In the past decade, there has been an explosion of healthcare-related data. With the digitalization of medical records, increasing affordability of molecular testing, advent of medical informatics and widespread use of wearables, the sheer volume of data available for analysis is staggering.
"Big data" refers to large and complex datasets generated by a wide range of sources. These datasets are typically characterised by their large volume, high velocity, and extensive variety. They can be difficult to store, process, and analyse using traditional data management and analysis tools. Big data can be structured, unstructured, or semi-structured. Structured data refers to data that is organised in a specific format such as tables, spreadsheets, and databases. Examples of structured data include clinical and financial data. Unstructured data refers to data that does not have a specific format such as text, images, and videos. Semi-structured data is a form of data that has some kind of structure but it is not as rigid as structured data.

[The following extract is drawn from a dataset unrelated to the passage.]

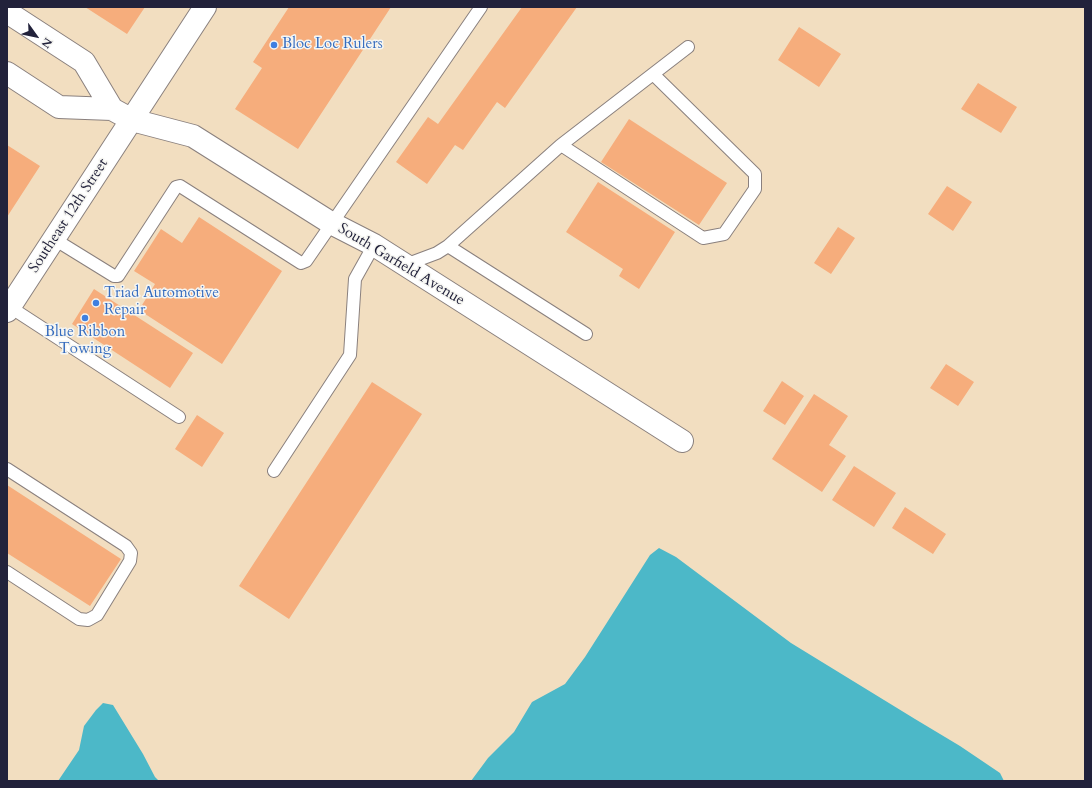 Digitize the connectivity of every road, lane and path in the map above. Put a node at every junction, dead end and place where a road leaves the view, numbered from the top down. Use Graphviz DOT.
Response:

There is a discussion that “big” is no longer the correct parameter, but rather how “smart” the data are, focusing on the insights that the volume of data can reasonably provide. This aspect is fundamental in the health sector. The potential of big data in improving health is enormous. However, its potential value is unlocked only when leveraged to drive decision making and enable such evidence-based decision making, it is necessary to have efficient processes to analyse and turn high volumes of data into meaningful insights. Due to the complexity and diversity of the data, as well as, the computational power and storage required to handle it, the analysis of big data often requires specialised software, infrastructure, and expertise. How can we bridge the gap between the collected data, and our understanding and knowledge of human health? This is covered by “data science”.